Posted: Mon Mar 26, 2007 1:20 pm
by GLneo
sounds like my OS 8)

Posted: Mon Mar 26, 2007 1:55 pm
by Alboin
Somehow, somehow, I think this "super OS" is not entirely true..uh...no...not really......I'm not really sure why this topic even exists...no.....not sure.......isn't it obvious?

Posted: Mon Mar 26, 2007 2:01 pm
by os64dev
the term super os is allways false, becuase you have an operating system for specific needs like realtime or desktop or mobiles at the moment you support all then it will be to large to be a super os. never look at claims but look at track records.

...

Posted: Mon Mar 26, 2007 3:46 pm
by anon19287473
honestly, just search this forum. You will find a remarkable amount of people spouting rubbish about how their OS will natively support every executable format, have a port of mozilla, and run any program on top of a super emulation layer, which magically emaulates large operating systems such as Linux and Windows. It's great that these people have goals, but honestly.

But I digress. If this "super-os" existed, we would know. It wouldn't be in a few forums, it would be USED.

Posted: Tue Mar 27, 2007 3:49 am
by ehird
If this existed, it'd be all over the internet.

It isn't.

QED.

Posted: Tue Mar 27, 2007 4:49 am
by Solar
Sounds like Metabox at the "best" of their times. They had this great next-generation set-top-box, "great new technology destined to change the world of computing". I've been there and looked at the thing. They even had sales in the five-to-six-digit range to some company up in Sweden.

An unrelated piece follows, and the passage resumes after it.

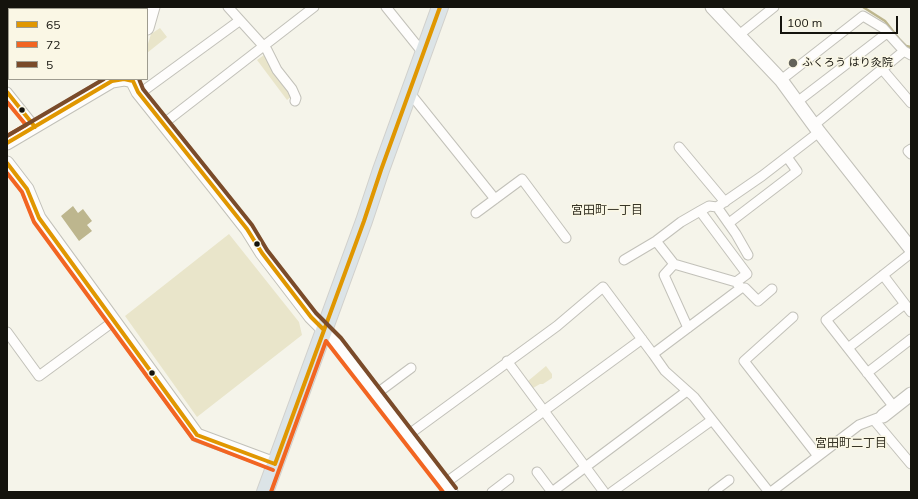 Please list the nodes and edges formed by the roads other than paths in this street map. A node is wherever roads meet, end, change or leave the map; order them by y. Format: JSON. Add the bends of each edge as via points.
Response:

Did those thingies ever reach the end-user? No.

One, it's much easier to write your OS for a given hardware than writing it for generic hardware. (Geez, look at all the workarounds in GRUB sources just to handle the wide variety of BIOSes etc....)

Two, if you have it, you show it. If you don't show it, you've got something to hide.

Posted: Sat Mar 31, 2007 6:02 pm
by TheQuux
Solar wrote:Two, if you have it, you show it. If you don't show it, you've got something to hide.
Or in this case, you have to hide that you don't have something!